SENIOR LECTURER IN EDUCATION STUDIES
Education Studies
0151 291 3948 .
maslenj@hope.ac.uk




Dr Joseph Maslen is a Senior Lecturer in the Centre for Education & Policy Analysis. He researches social mobility in UK Government policy.

Since his breakthrough article Cracking the Code (3,500+ reads), he has gained recognition in the field of educational studies.

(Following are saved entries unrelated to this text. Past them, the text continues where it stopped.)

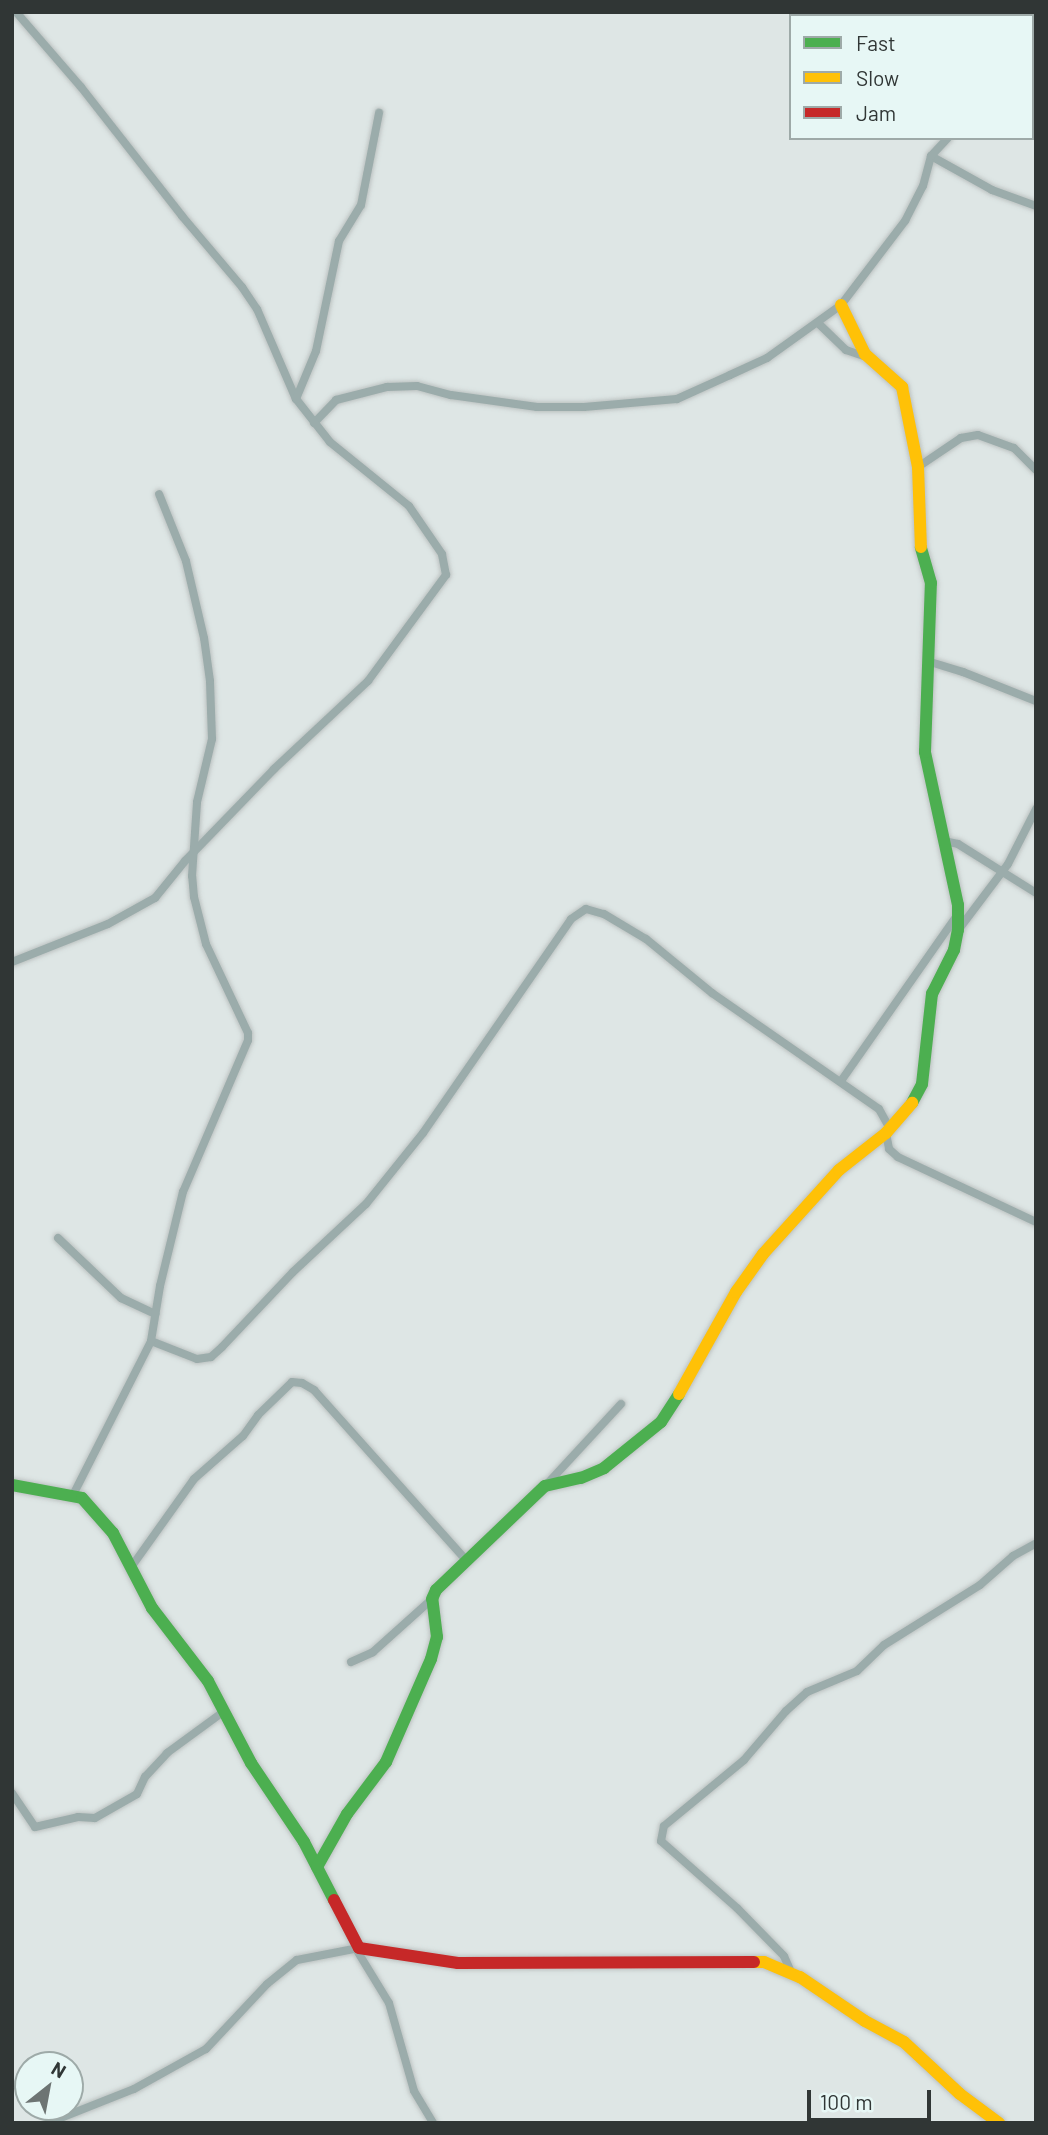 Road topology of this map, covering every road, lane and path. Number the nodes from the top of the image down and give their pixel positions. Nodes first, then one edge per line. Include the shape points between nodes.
1 (16, 12) edge
2 (379, 113) dead end
3 (946, 140) edge
4 (932, 156) junction
5 (1036, 206) edge
6 (841, 305) junction
7 (818, 323) junction
8 (869, 358) junction
9 (296, 399) junction
10 (314, 423) junction
11 (918, 467) junction
12 (1036, 470) edge
13 (159, 494) dead end
14 (928, 661) junction
15 (1036, 701) edge
16 (1036, 809) edge
17 (944, 841) junction
18 (194, 855) junction
19 (1002, 872) junction
20 (1036, 892) edge
21 (958, 923) junction
22 (12, 962) edge
23 (841, 1081) junction
24 (888, 1130) junction
25 (1036, 1222) edge
26 (58, 1238) dead end
27 (156, 1314) junction
28 (151, 1342) junction
29 (621, 1404) dead end
30 (12, 1485) edge
31 (545, 1486) junction
32 (73, 1494) junction
33 (1036, 1543) edge
34 (465, 1559) junction
35 (132, 1566) junction
36 (432, 1599) junction
37 (351, 1662) dead end
38 (223, 1712) junction
39 (12, 1793) edge
40 (317, 1867) junction
41 (357, 1948) junction
42 (791, 1972) junction
43 (48, 2123) edge
44 (433, 2123) edge
45 (999, 2123) edge

1 - 9 street via 242,287 257,309
2 - 9 street via 361,205 339,241 316,351
3 - 4 street
4 - 5 street via 992,190
4 - 6 street via 905,221
6 - 7 street
6 - 8 street
7 - 8 street via 846,350
7 - 10 street via 767,358 677,398 537,407 417,386 387,387 336,400
8 - 11 street via 902,387
9 - 10 street
10 - 18 street via 330,442 409,506 442,554 446,575 368,681 274,769
11 - 12 street via 961,438 978,435 1014,448
11 - 14 street via 921,556 931,583
13 - 18 street via 186,561 210,681 212,739 197,802
14 - 15 street
14 - 17 street via 925,752
16 - 19 street
17 - 19 street via 958,844
17 - 21 street
18 - 22 street via 145,906
18 - 27 street via 194,897 206,944 248,1040 183,1192
19 - 20 street
19 - 21 street
21 - 23 street
21 - 24 street via 954,950 932,994 922,1084 908,1111
23 - 24 street via 879,1109
23 - 28 street via 712,993 646,939 604,914 586,909 572,919 423,1133 366,1204 211,1357 197,1359
24 - 25 street via 889,1149 898,1157
24 - 31 street via 839,1170 763,1254 661,1422 604,1468
26 - 27 street via 121,1298
27 - 28 street
28 - 32 street
29 - 31 street
30 - 32 street
31 - 34 street
32 - 35 street via 90,1505 113,1533
33 - 42 street via 884,1645 857,1671 807,1692 744,1760 664,1826 661,1841 784,1956
34 - 35 street via 314,1390 292,1382 243,1436 194,1479
34 - 36 street
35 - 38 street via 152,1608 208,1681
36 - 37 street via 373,1652
36 - 40 street via 437,1637 431,1659 386,1762 347,1814
38 - 39 street via 167,1753 145,1777 137,1794 94,1818 35,1827
38 - 40 street
40 - 41 street
41 - 42 street via 458,1963 749,1960
41 - 43 street via 297,1960 267,1984 206,2049 134,2089
41 - 44 street via 389,2003 411,2084
42 - 45 street via 904,2042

This has included giving an invited talk at Oxford University in 2018, being invited to externally examine courses for other universities, and peer reviewing for journals including British Educational Research Journal and Journal of Education Policy.

International peer esteem also includes being selected onto the (invitation-only) voting panel for the Times Higher Education's Global Academic Reputation Survey in 2021/22 and 2022/23, holding an external PhD examinership (Spain), and serving as a peer reviewer for a national funding council (Israel).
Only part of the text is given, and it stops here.